Ranju Kumar Mohan, Director & Business Head, JK Ansell (a 50:50 joint venture between the Raymond Group and Ansell International)
What has been the growth of KamaSutra Condom brand in India in terms of revenue, market share and sales?
I can’t comment on the revenue, but we are the No. 2 brand in India overall and No. 1 in South India. In many other channels we are the No. 1 brand. The revenue is quite reasonable, and we have a reasonable share of the market.
How have you created a differentiation for the brand?
We have brought in a lot of path breaking products in the past, and we will keep doing that. For instance, in the last three years we have entered into a completely new sub-segment, called non-latex condom with Skyn. Recently, we have targeted and co-branded with MTV and launched a new condom range which is bi-flavoured, it is a first-of-its-kind product in the country. We are in a business where we have to create new concepts, new ideas and also new experiences for our consumers on a sustained basis.
How has the brand communication for KamaSutra evolved over the years?

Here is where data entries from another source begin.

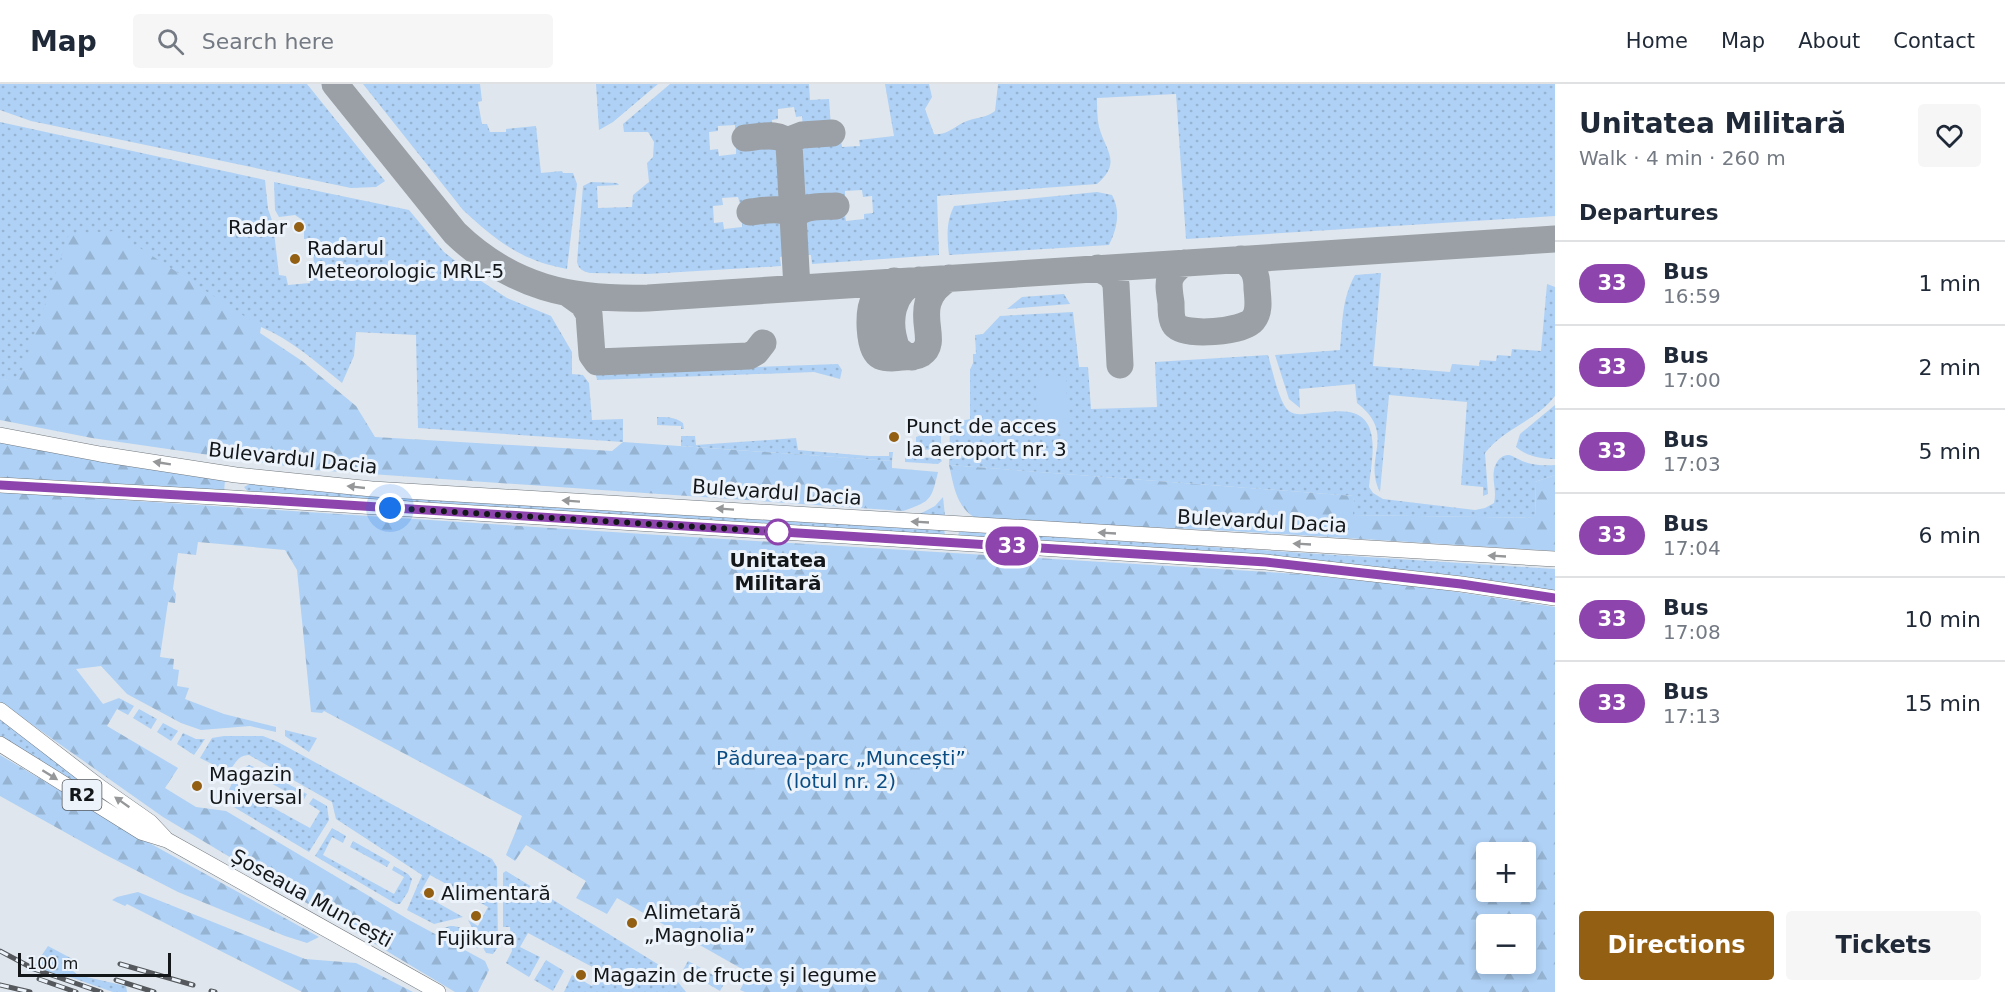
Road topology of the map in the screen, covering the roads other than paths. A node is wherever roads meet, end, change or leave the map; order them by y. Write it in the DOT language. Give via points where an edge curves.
graph roads {
  1 [pos="0,435"];
  2 [pos="236,475"];
  3 [pos="0,485"];
  4 [pos="233,498"];
  5 [pos="952,524"];
  6 [pos="951,542"];
  7 [pos="1555,559"];
  8 [pos="1555,598"];
  9 [pos="0,710"];
  10 [pos="0,744"];
  11 [pos="167,840"];
  12 [pos="438,992"];
  2 -- 1 [label="main road, Bulevardul Dacia, one-way"];
  2 -- 4 [label="main road"];
  5 -- 2 [label="main road, Bulevardul Dacia, one-way" via="372,489"];
  3 -- 4 [label="main road, Bulevardul Dacia"];
  4 -- 6 [label="main road, Bulevardul Dacia"];
  5 -- 6 [label="main road"];
  7 -- 5 [label="main road, Bulevardul Dacia, one-way"];
  6 -- 8 [label="main road, Bulevardul Dacia" via="1266,562"];
  11 -- 9 [label="main road, Șoseaua Muncești, one-way" via="150,822"];
  10 -- 11 [label="main road, Șoseaua Muncești / R2, one-way" via="141,832"];
  11 -- 12 [label="main road, Șoseaua Muncești"];
}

We do use mainstream media, but our TV campaigns are not carried by all media houses, hence we use a mix of digital and target segments in the right way where the consumers are. Therefore, we create stories for our digital campaigns, which have helped us in engaging the consumers. We also do targeted print campaigns, and I think that is what has made our brand successful today.
Do you think the usage and purchase of condom in India is still hampered by the hesitation and a feeling of embarrassment, even amongst the millennials?
I think it’s not so much among the millennials and in the urban cities, but in the context of semi-urban and rural areas, it is still the challenge. So, there is still the need to educate them and it’s an ongoing process. We have seen a shift in last three years, but maybe it will require some more time.